La troisième raison est la gravité de l’intégration. Les échanges, les chemins réseau natifs, les outils de capture de paquets, l'optimisation adjacente au noyau, l'infrastructure adjacente à FPGA et l'ensemble de l'écosystème à faible latence sont toujours très à l'aise dans un monde C et C++. Rust peut interagir avec ce monde, et parfois de manière très efficace, mais « peut interagir avec » n'est pas la même chose que « est le chemin de moindre friction à travers l'ensemble du système ». En HFT sérieux, la friction n'est pas un inconvénient émotionnel. Il s’agit à la fois d’une éventuelle taxe de latence, d’une taxe de débogage et d’une taxe de livraison.
Il existe également une raison plus subtile et plus importante à l'ère de l'IA : C++ dispose simplement de plus de mémoire opérationnelle disponible pour ce travail. Les systèmes de codage d'IA, la recherche de code, les exemples publics, les extraits de fournisseurs, le folklore des optimiseurs et les pistes de débogage sont plus denses autour de C++ dans les systèmes à faible latence qu'autour de Rust. Cela ne rend pas C++ plus noble. Cela facilite la collaboration entre les humains et les outils d’IA au sein de bases de code réelles et laides, dont le charme a expiré il y a des années.

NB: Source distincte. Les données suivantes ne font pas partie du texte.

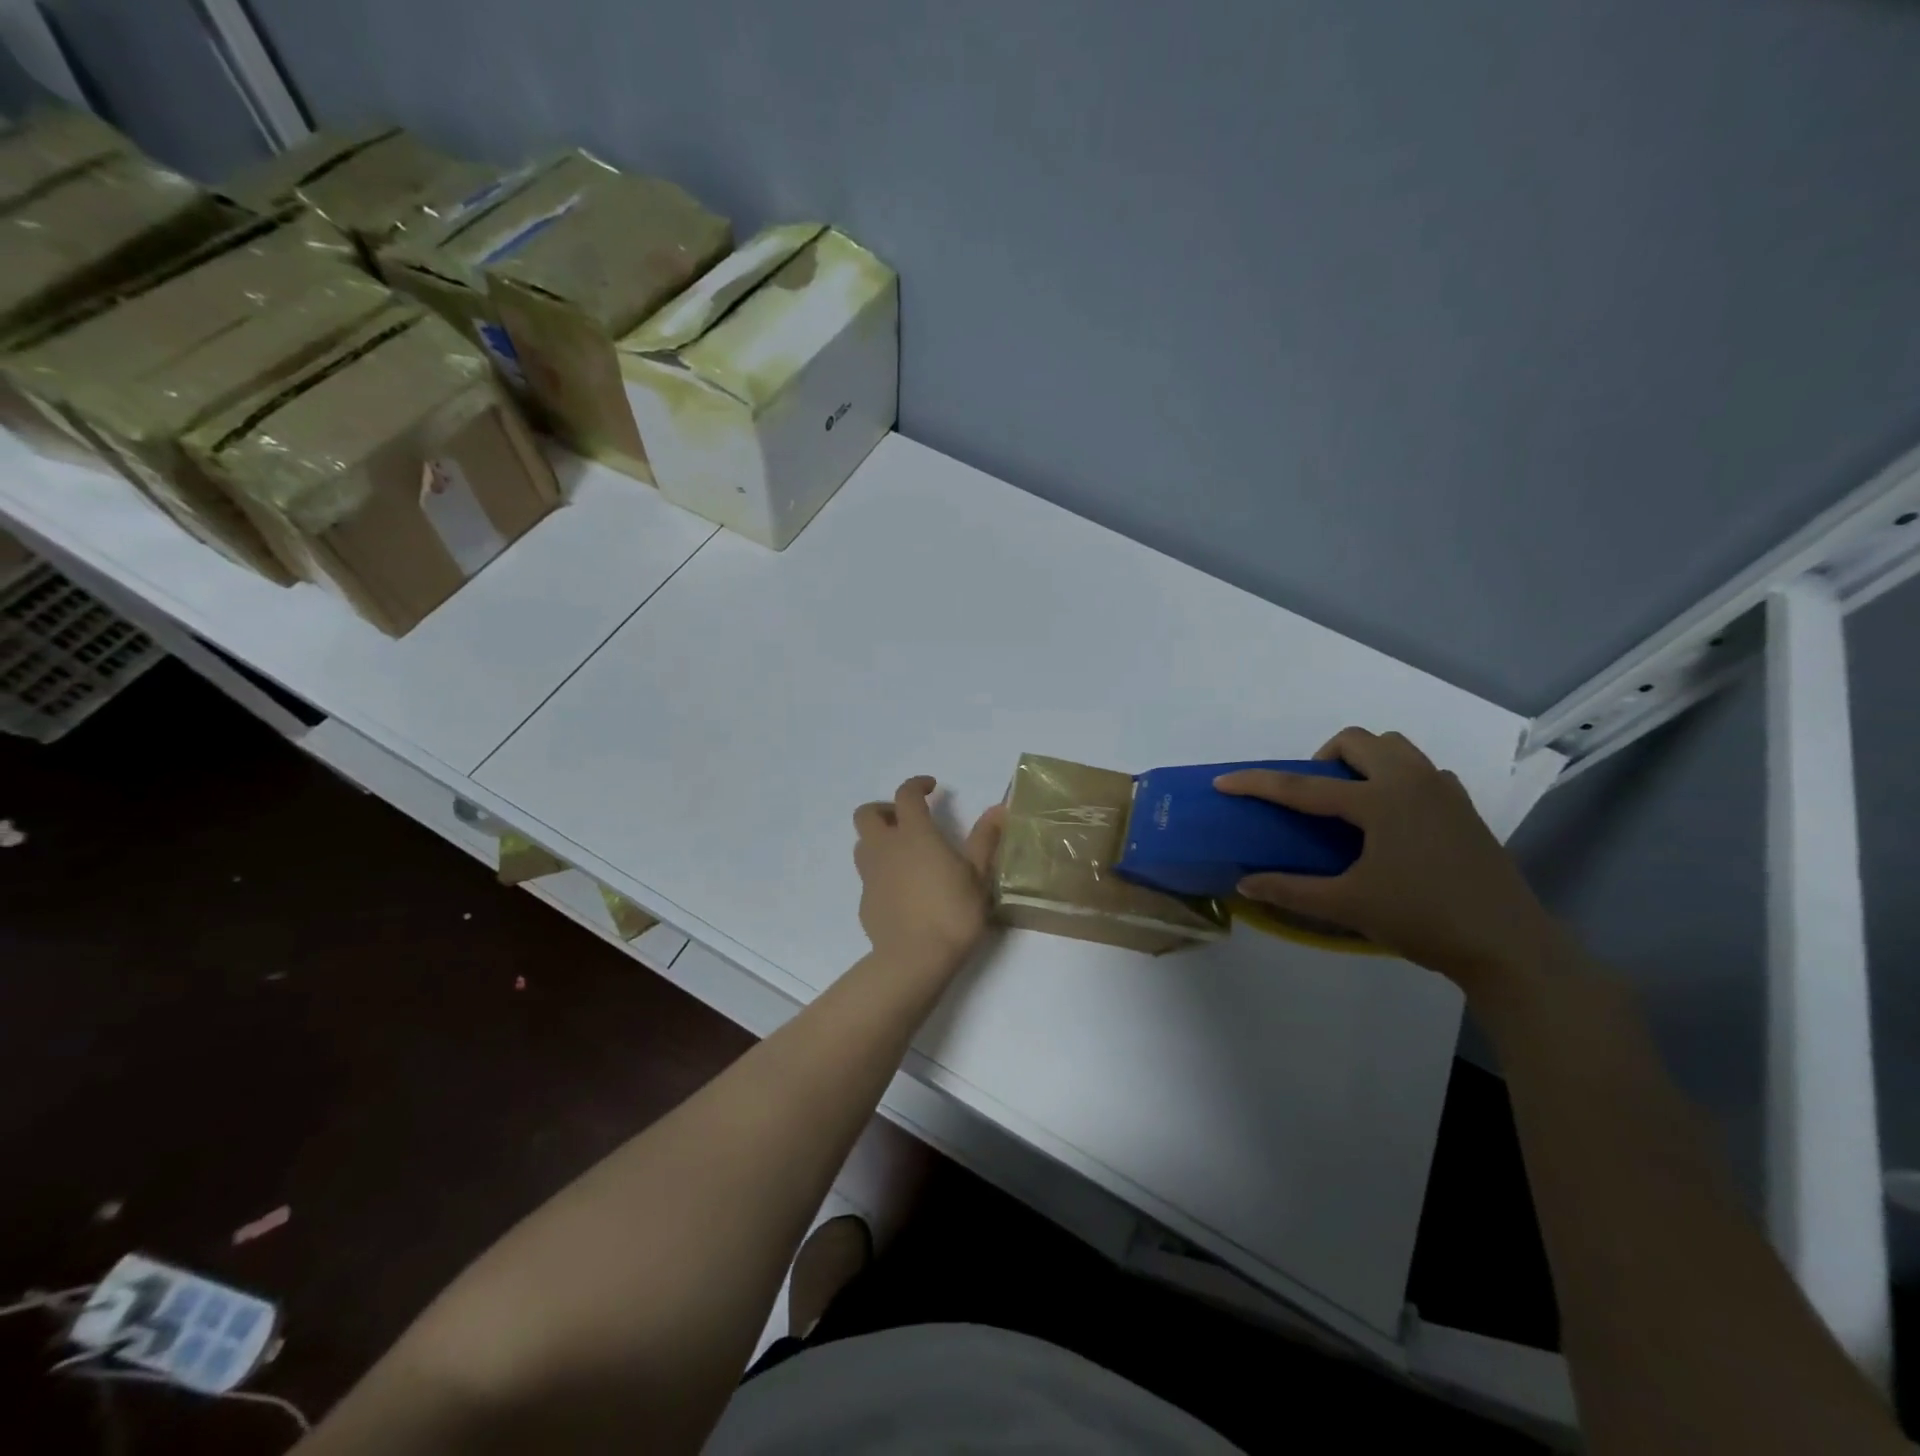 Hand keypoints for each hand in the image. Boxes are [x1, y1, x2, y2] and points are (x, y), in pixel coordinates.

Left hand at [853, 776, 1005, 974]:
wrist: (915, 959)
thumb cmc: (952, 912)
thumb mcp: (978, 875)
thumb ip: (985, 840)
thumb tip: (997, 809)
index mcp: (914, 834)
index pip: (906, 795)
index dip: (917, 785)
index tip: (931, 788)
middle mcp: (886, 848)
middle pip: (867, 813)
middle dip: (885, 809)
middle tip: (908, 820)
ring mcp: (870, 875)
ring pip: (862, 844)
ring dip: (878, 840)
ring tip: (904, 854)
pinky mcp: (865, 901)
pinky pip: (868, 876)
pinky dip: (881, 872)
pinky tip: (903, 890)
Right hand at [1215, 729, 1561, 992]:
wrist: (1508, 945)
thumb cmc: (1423, 919)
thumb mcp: (1348, 905)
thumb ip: (1291, 890)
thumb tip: (1246, 883)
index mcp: (1379, 801)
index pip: (1302, 786)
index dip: (1258, 783)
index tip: (1224, 781)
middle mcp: (1412, 782)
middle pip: (1358, 740)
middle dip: (1323, 757)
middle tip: (1312, 796)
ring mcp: (1444, 791)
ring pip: (1395, 747)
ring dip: (1363, 760)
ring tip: (1350, 801)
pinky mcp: (1464, 807)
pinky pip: (1422, 770)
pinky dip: (1396, 778)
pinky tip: (1392, 819)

Un autre avantage est que de nombreuses équipes HFT ont déjà transformé C++ en mémoire musculaire institutionnelle. Ils savent comment le profiler sous la pression des lieux. Ils savent comment supprimer les allocations des chemins suspects. Ils savent à quoi ressemble « assez vite dans le microbenchmark » quand cela est sur le point de devenir faux en production. Cette connaissance vécue est précieuse sur le plan opérationnel. Une équipe qui sait déjà comment garder C++ honnête ne devrait pas jeter cela à la légère simplement parce qu'un langage plus récent semble plus propre dans l'isolement.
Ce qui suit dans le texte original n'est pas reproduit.